There are public health avenues to quality improvement. There are health care, physician, and nurse avenues to quality improvement and there are behavioral sciences avenues to quality improvement through, for example, health education. So it is a field in and of itself, but it is also an overlay to many other parts of health professionals that are wanting and seeing the need to be able to address the continuous improvement and continually raising the bar for what quality and safety are all about.
Van Ton-Quinlivan
Thank you for that career tip for our listeners. Let’s end with a big picture question. What concerns you and what excites you about the future of care.
Jennifer Lundblad
The erosion of trust is what concerns me. I think we’re coming off a very challenging time related to the COVID -19 pandemic and all that that both illuminated and exacerbated and I think we’ve seen the trust between patients and their clinicians erode. I think we’ve seen the trust between clinicians and healthcare administration erode. I think we’ve seen the erosion of the trust in science. I think seen erosion in trust between urban and rural.
If you layer all those things on top, it’s a very concerning picture because in the work that we do around quality improvement, trust is our currency, right? We’re coming in to help and we need to be trusted and we need to be trustworthy. And when there are all these breakdowns over multiple levels related to trust, it’s really concerning as we look ahead and try to do the kind of work that’s so important ultimately for and communities.
The flip side of that, what am I excited about, is the long overdue recognition that a person’s health is so much more than the medical or clinical care that they get. We’ve known that for a long time, but that’s finally been elevated in such ways that it’s now central to so much of the work of healthcare and so much of the work of Stratis Health and other organizations like ours.
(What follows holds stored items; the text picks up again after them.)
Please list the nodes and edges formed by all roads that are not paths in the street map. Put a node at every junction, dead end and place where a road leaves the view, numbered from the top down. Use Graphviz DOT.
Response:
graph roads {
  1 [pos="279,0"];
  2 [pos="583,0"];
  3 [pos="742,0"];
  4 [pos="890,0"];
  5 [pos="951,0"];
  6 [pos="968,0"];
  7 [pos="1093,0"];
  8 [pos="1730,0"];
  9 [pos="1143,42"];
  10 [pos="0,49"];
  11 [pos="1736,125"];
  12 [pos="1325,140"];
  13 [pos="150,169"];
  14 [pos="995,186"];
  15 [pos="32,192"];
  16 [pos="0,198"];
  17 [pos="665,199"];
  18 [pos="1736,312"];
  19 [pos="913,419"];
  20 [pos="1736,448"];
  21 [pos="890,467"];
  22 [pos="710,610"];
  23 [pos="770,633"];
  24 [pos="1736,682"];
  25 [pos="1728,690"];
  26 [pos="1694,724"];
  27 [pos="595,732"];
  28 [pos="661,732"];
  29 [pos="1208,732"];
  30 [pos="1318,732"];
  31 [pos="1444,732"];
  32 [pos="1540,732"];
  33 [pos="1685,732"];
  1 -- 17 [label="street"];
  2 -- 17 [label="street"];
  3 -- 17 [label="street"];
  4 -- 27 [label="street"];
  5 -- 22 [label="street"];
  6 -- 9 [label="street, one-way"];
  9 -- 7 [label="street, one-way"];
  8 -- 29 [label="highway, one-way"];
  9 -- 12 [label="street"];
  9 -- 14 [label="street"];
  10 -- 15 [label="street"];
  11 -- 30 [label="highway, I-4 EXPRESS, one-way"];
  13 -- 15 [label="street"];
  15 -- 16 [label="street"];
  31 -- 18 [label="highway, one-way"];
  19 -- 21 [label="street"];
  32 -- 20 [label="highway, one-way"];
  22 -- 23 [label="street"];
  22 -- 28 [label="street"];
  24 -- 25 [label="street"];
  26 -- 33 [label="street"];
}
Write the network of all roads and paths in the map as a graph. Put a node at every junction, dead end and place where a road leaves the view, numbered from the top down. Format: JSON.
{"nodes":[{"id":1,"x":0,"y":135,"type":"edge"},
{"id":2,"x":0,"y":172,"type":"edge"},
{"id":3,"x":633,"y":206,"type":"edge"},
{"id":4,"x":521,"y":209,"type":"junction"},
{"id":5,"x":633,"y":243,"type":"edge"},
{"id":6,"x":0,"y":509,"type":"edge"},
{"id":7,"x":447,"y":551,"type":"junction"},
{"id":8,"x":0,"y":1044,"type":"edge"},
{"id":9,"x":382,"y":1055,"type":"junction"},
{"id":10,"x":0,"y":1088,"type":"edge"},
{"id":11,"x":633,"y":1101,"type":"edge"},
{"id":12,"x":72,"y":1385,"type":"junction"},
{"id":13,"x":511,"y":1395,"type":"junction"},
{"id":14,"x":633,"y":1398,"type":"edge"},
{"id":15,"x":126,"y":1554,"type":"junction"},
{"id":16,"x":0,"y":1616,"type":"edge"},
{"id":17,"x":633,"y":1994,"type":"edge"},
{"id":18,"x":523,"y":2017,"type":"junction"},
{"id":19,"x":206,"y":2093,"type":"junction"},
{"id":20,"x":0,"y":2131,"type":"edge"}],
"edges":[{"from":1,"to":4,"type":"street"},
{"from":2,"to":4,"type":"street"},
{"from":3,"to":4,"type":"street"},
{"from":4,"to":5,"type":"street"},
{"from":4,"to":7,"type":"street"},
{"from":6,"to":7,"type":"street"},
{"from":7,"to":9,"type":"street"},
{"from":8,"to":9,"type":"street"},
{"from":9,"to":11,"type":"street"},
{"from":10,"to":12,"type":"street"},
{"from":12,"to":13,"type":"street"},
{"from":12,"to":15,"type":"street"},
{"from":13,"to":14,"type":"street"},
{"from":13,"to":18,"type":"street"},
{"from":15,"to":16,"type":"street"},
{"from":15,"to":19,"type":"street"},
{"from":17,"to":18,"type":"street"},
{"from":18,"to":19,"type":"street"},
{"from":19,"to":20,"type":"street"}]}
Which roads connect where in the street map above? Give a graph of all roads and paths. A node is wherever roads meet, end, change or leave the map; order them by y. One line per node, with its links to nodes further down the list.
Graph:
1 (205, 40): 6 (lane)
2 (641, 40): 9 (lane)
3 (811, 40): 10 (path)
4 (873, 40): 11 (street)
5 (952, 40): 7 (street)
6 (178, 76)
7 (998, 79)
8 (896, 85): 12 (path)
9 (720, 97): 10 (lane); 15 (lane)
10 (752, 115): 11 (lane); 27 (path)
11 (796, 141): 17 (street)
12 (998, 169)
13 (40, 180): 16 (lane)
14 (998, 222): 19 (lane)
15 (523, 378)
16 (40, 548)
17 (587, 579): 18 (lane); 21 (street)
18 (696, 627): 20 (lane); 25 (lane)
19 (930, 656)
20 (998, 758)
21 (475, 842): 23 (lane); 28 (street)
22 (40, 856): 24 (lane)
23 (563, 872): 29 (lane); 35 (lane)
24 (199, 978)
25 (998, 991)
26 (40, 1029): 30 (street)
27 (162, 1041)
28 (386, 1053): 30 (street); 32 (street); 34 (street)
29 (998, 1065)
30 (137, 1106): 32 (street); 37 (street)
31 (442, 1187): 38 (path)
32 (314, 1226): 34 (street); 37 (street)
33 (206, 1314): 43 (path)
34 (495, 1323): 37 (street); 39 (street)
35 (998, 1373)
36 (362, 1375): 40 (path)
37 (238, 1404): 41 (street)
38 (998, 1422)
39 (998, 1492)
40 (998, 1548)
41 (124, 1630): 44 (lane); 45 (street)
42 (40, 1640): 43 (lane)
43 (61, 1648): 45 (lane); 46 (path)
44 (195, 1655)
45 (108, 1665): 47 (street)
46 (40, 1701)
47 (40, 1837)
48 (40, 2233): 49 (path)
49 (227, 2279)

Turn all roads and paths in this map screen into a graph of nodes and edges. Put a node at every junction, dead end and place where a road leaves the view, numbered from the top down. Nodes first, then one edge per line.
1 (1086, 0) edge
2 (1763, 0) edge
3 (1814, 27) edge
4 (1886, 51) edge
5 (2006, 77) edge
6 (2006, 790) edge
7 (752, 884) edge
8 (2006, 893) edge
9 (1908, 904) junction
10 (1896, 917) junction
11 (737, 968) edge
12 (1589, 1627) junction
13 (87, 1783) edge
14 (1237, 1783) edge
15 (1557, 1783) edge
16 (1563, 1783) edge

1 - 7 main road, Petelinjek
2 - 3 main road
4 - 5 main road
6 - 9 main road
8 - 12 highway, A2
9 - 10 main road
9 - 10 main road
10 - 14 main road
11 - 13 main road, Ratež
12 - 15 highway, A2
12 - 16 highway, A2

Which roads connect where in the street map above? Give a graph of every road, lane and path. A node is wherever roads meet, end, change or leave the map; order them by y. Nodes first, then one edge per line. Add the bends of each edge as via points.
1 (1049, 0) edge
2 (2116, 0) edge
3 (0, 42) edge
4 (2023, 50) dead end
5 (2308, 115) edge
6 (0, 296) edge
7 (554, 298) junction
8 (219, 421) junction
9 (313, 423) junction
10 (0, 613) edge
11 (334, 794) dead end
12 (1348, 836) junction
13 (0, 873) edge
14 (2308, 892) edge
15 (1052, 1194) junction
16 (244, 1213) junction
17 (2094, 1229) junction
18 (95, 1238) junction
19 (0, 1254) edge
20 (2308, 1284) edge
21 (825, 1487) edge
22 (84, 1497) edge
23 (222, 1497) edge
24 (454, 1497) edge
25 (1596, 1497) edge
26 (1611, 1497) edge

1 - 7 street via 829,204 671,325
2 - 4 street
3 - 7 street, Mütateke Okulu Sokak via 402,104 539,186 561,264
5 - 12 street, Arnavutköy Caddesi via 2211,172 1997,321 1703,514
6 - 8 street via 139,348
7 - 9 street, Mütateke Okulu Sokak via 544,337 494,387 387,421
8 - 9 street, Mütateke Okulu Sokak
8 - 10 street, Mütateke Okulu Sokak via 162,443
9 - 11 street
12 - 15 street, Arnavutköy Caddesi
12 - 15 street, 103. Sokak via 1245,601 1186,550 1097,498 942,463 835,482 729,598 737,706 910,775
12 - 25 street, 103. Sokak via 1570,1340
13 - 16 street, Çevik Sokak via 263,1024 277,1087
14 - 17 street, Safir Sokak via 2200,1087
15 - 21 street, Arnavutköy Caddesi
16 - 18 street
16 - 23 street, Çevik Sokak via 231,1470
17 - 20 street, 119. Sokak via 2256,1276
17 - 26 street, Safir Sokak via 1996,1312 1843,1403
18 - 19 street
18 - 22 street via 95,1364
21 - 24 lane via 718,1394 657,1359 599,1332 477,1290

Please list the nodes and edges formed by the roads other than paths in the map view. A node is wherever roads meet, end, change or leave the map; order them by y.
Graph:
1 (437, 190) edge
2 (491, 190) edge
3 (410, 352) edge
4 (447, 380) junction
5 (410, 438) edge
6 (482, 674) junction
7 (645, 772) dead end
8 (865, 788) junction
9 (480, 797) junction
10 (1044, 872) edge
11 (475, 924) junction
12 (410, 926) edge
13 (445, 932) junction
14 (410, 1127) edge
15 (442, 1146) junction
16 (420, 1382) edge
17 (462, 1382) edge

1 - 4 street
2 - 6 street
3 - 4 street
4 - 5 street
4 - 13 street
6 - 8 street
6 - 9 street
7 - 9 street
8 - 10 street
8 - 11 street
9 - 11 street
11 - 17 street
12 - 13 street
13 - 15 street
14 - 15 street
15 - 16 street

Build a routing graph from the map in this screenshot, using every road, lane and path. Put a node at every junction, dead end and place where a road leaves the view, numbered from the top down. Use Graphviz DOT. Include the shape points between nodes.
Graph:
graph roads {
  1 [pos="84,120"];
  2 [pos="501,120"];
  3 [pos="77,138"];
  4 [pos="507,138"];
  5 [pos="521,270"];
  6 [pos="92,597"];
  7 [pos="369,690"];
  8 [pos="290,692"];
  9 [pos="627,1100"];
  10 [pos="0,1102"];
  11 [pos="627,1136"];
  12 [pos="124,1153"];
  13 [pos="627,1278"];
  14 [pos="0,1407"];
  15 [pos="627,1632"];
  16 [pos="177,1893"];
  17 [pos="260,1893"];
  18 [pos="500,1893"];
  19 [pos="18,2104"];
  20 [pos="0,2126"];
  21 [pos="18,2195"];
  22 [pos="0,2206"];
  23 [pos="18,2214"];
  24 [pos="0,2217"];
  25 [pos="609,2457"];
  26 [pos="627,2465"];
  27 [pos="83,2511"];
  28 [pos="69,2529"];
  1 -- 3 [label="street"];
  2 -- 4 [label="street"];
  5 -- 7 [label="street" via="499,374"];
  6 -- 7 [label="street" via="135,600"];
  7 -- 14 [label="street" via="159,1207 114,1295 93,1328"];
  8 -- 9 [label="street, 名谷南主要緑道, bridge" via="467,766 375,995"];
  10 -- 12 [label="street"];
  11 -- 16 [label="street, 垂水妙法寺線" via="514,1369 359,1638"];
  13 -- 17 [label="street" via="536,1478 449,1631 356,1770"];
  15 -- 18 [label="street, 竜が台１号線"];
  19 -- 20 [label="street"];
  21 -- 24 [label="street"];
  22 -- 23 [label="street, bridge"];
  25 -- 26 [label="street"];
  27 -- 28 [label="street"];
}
We’ve recognized that social needs and social care are part of the fabric of health. It’s now being measured differently by Medicare and by state organizations and by health plans. It’s tightly linked to commitments to improving health equity and addressing health disparities that we have at the local, state, and national level. And so we fully embrace the broader conception of health, even as we continue to use healthcare as our point of leverage for making those changes. That’s promising because that’s recognizing the full person that everyone is and the whole person care that we can deliver.
Van Ton-Quinlivan
There you have it. Thank you very much, Dr. Jennifer Lundblad, for being with us today.
Jennifer Lundblad
Thank you, Van.
Van Ton-Quinlivan
I’m Van Ton-Quinlivan with Futuro Health. Thanks for checking out this episode of WorkforceRx. I hope you will join us again as we continue to explore how to create a future -focused workforce in America.